YOUR ASSIGNMENT >>
Keep every line in which "Right" occurs and drop the rest of the data.

Saved data entries >>
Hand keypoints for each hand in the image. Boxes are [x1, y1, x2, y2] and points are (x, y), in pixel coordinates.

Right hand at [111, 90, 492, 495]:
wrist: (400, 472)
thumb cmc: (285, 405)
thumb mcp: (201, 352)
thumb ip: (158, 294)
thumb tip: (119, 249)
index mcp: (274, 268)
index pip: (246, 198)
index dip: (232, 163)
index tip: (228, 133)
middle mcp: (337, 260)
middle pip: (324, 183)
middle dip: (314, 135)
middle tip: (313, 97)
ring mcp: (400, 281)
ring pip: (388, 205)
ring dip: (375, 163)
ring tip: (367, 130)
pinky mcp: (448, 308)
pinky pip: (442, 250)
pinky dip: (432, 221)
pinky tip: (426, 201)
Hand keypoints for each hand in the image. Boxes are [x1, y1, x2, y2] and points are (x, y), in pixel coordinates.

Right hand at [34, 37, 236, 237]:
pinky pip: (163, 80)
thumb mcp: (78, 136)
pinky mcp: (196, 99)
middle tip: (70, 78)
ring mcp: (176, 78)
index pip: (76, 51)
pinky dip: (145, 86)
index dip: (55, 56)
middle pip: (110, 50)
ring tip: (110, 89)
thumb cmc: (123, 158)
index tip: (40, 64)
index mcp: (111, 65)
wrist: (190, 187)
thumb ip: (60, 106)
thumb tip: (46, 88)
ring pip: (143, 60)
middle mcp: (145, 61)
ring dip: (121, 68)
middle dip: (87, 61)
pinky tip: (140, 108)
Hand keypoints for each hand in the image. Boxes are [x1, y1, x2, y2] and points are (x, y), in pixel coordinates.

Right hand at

...

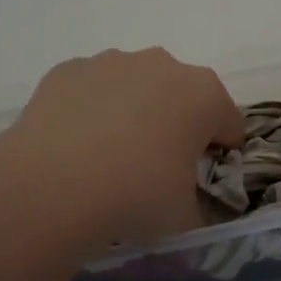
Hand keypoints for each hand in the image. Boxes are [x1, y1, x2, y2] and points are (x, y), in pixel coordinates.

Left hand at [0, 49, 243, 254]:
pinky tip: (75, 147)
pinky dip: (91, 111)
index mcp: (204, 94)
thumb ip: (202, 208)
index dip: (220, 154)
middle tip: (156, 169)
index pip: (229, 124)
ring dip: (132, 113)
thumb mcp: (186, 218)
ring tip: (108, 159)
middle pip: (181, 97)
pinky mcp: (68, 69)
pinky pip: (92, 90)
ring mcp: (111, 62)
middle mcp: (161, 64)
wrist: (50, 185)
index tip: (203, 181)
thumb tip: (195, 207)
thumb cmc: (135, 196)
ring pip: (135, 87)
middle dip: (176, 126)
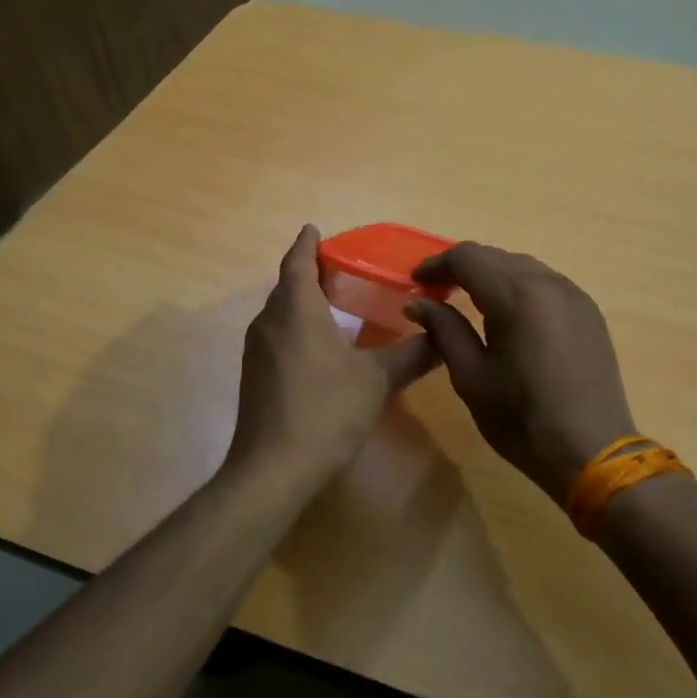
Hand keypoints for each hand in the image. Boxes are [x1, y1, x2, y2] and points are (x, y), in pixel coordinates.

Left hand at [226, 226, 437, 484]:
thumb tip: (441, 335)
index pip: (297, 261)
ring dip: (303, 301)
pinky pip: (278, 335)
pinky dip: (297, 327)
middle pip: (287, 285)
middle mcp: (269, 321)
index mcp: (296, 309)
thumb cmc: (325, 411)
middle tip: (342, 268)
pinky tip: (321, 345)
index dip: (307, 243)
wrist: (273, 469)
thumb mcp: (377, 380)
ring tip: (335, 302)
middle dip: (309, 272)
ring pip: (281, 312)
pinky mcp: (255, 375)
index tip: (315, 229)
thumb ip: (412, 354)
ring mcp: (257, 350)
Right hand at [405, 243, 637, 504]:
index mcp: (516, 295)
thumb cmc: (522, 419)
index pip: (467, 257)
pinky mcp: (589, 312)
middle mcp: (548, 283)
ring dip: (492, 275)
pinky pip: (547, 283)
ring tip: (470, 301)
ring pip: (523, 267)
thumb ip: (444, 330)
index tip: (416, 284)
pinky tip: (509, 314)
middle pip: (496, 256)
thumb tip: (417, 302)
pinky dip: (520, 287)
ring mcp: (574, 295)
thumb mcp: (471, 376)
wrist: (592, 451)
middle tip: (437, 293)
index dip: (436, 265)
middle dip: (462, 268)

* * *

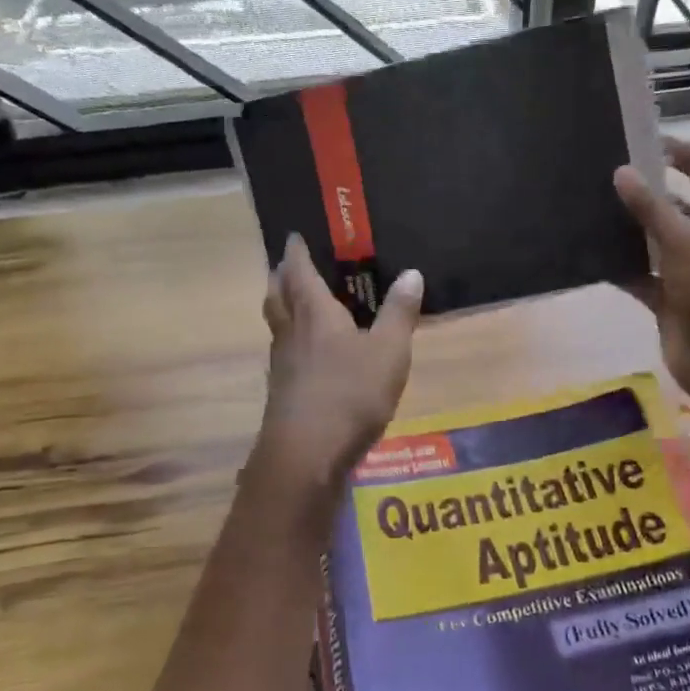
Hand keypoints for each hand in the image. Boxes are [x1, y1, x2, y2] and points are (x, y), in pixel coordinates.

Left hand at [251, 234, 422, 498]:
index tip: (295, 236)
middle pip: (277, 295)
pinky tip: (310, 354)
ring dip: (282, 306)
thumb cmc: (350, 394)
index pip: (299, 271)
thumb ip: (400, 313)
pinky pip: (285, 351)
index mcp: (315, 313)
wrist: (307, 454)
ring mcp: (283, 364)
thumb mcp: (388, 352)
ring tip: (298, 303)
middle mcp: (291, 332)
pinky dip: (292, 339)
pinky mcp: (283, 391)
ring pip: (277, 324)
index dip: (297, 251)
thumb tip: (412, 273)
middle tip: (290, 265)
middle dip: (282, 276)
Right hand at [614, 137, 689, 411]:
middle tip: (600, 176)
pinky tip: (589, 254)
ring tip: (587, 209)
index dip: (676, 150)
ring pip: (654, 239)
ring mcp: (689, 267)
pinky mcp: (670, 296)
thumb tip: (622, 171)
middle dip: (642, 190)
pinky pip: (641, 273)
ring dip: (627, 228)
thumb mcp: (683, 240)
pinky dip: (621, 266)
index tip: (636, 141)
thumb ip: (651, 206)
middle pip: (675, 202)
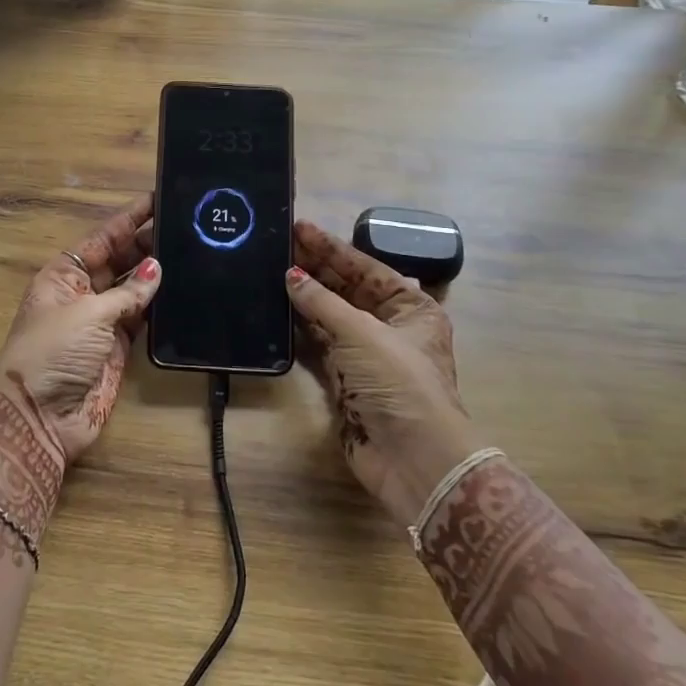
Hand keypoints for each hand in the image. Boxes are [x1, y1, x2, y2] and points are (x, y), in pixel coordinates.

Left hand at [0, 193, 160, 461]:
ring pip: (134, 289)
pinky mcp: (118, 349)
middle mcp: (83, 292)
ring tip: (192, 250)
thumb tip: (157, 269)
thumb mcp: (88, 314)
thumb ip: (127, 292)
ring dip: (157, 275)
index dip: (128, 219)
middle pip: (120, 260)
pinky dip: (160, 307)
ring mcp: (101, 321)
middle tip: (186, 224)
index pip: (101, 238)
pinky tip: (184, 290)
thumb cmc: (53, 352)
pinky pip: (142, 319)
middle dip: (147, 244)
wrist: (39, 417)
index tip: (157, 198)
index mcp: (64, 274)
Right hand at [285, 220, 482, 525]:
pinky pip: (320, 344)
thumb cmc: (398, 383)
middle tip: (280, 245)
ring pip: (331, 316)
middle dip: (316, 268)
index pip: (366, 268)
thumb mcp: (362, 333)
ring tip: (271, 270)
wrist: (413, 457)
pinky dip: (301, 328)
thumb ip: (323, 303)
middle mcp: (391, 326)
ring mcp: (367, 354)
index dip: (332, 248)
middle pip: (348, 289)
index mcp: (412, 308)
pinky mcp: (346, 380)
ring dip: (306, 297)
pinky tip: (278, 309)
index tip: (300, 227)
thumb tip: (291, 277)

YOUR SOLUTION >>
Right hand at [111, 90, 492, 495]:
Right hand at [34, 37, 236, 237]:
Right hand at
Right hand at [405, 243, 637, 504]:
Right hand at [614, 137, 689, 411]:
Right hand at [285, 220, 482, 525]:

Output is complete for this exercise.